[Stored items]
BEGIN
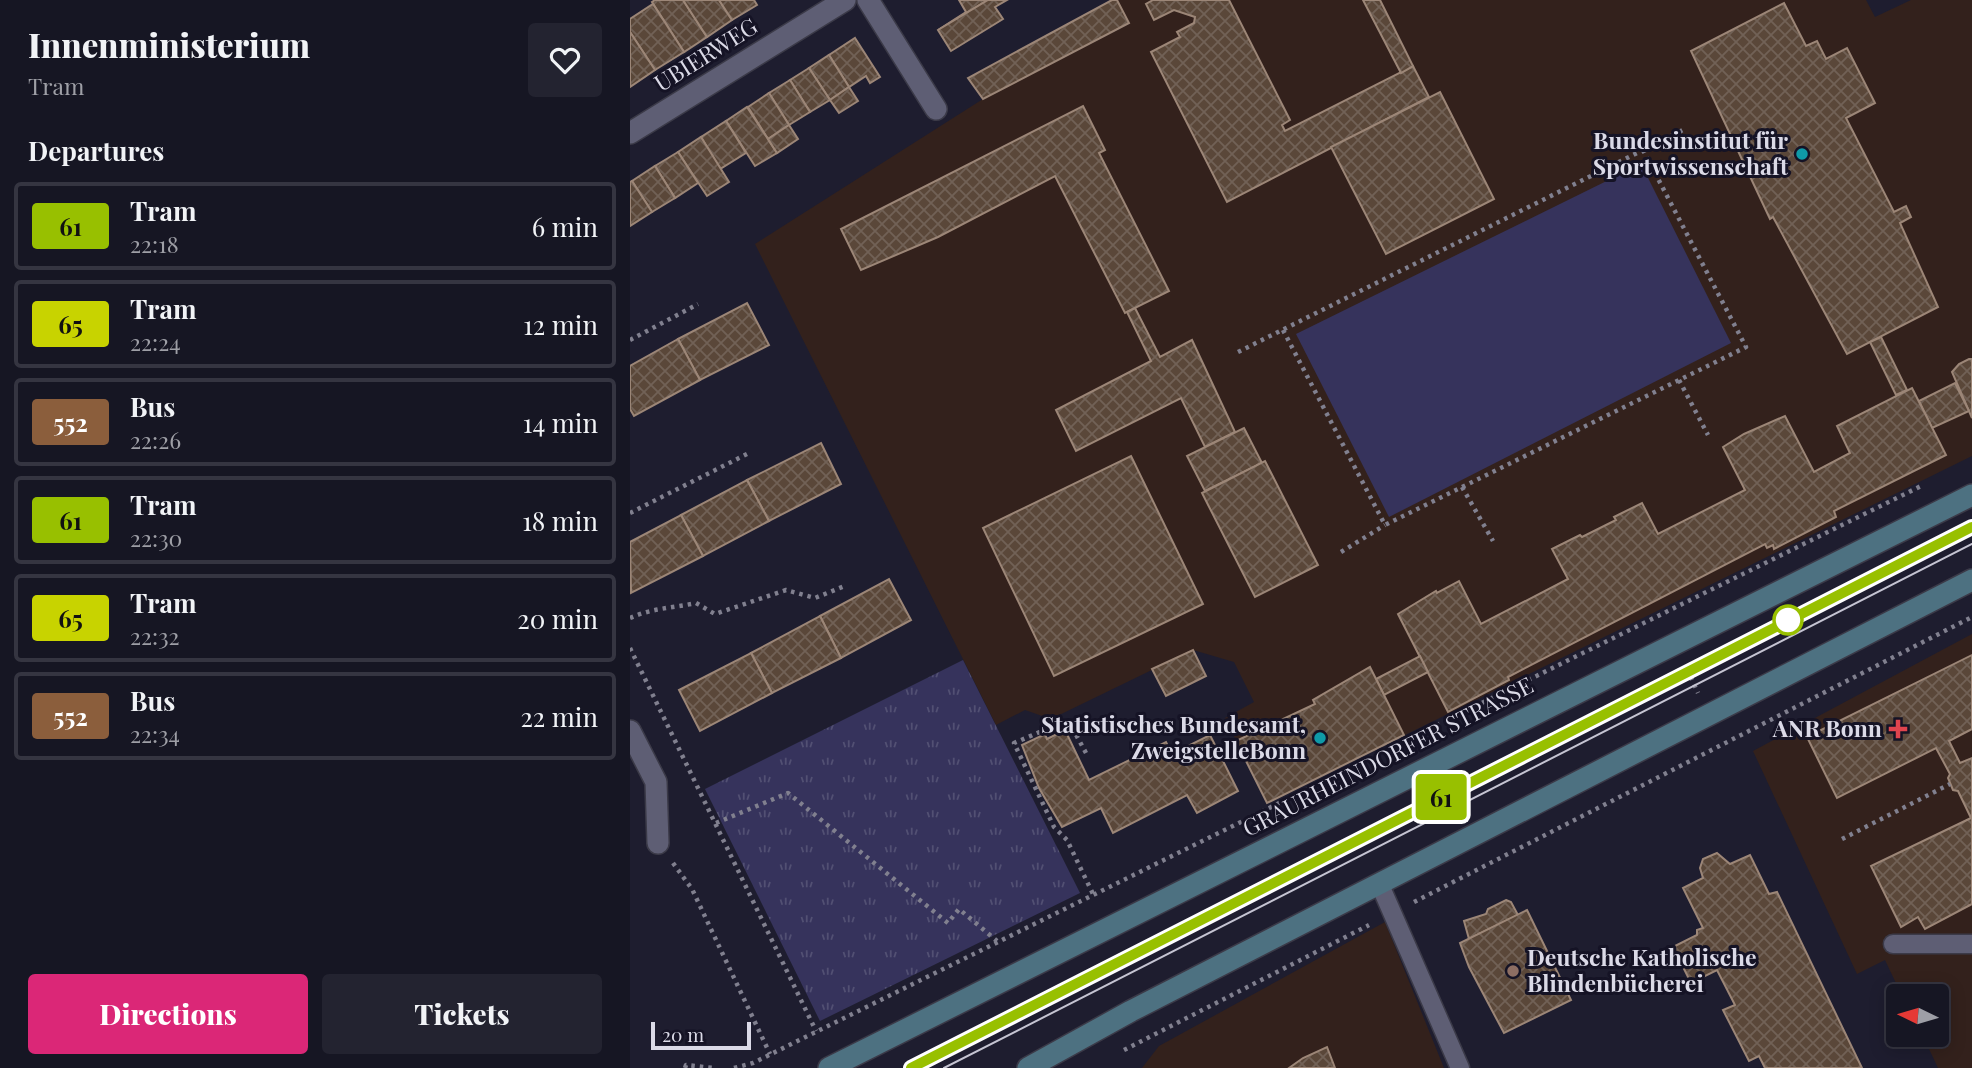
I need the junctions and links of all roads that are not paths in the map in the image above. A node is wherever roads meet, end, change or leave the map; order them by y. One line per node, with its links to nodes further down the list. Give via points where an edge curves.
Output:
1 (845, 0): 4 (street, UBIERWEG)
2 (868, 0): 3 (street)
3 (936, 109)
4 (630, 133)
5 (1972, 495): 12 (main road, GRAURHEINDORFER STRASSE)
6 (1972, 580): 9 (main road)
7 (630, 731): 8 (street, via 656,782)
8 (658, 843)
9 (1380, 884): 13 (main road); 14 (lane)
10 (1893, 944): 11 (lane)
11 (1972, 944)
12 (829, 1068)
13 (1028, 1068)
14 (1460, 1068)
END
* **Exercise**
Could you restate every record above word for word, leaving the pictures out?

* **Written answer**
I need the junctions and links of all roads that are not paths in the map in the image above. A node is wherever roads meet, end, change or leave the map; order them by y. One line per node, with its links to nodes further down the list. Give via points where an edge curves.
Output:
1 (845, 0): 4 (street, UBIERWEG)
2 (868, 0): 3 (street)
3 (936, 109)
4 (630, 133)
5 (1972, 495): 12 (main road, GRAURHEINDORFER STRASSE)
6 (1972, 580): 9 (main road)
7 (630, 731): 8 (street, via 656,782)
8 (658, 843)
9 (1380, 884): 13 (main road); 14 (lane)
10 (1893, 944): 11 (lane)
11 (1972, 944)
12 (829, 1068)
13 (1028, 1068)
14 (1460, 1068)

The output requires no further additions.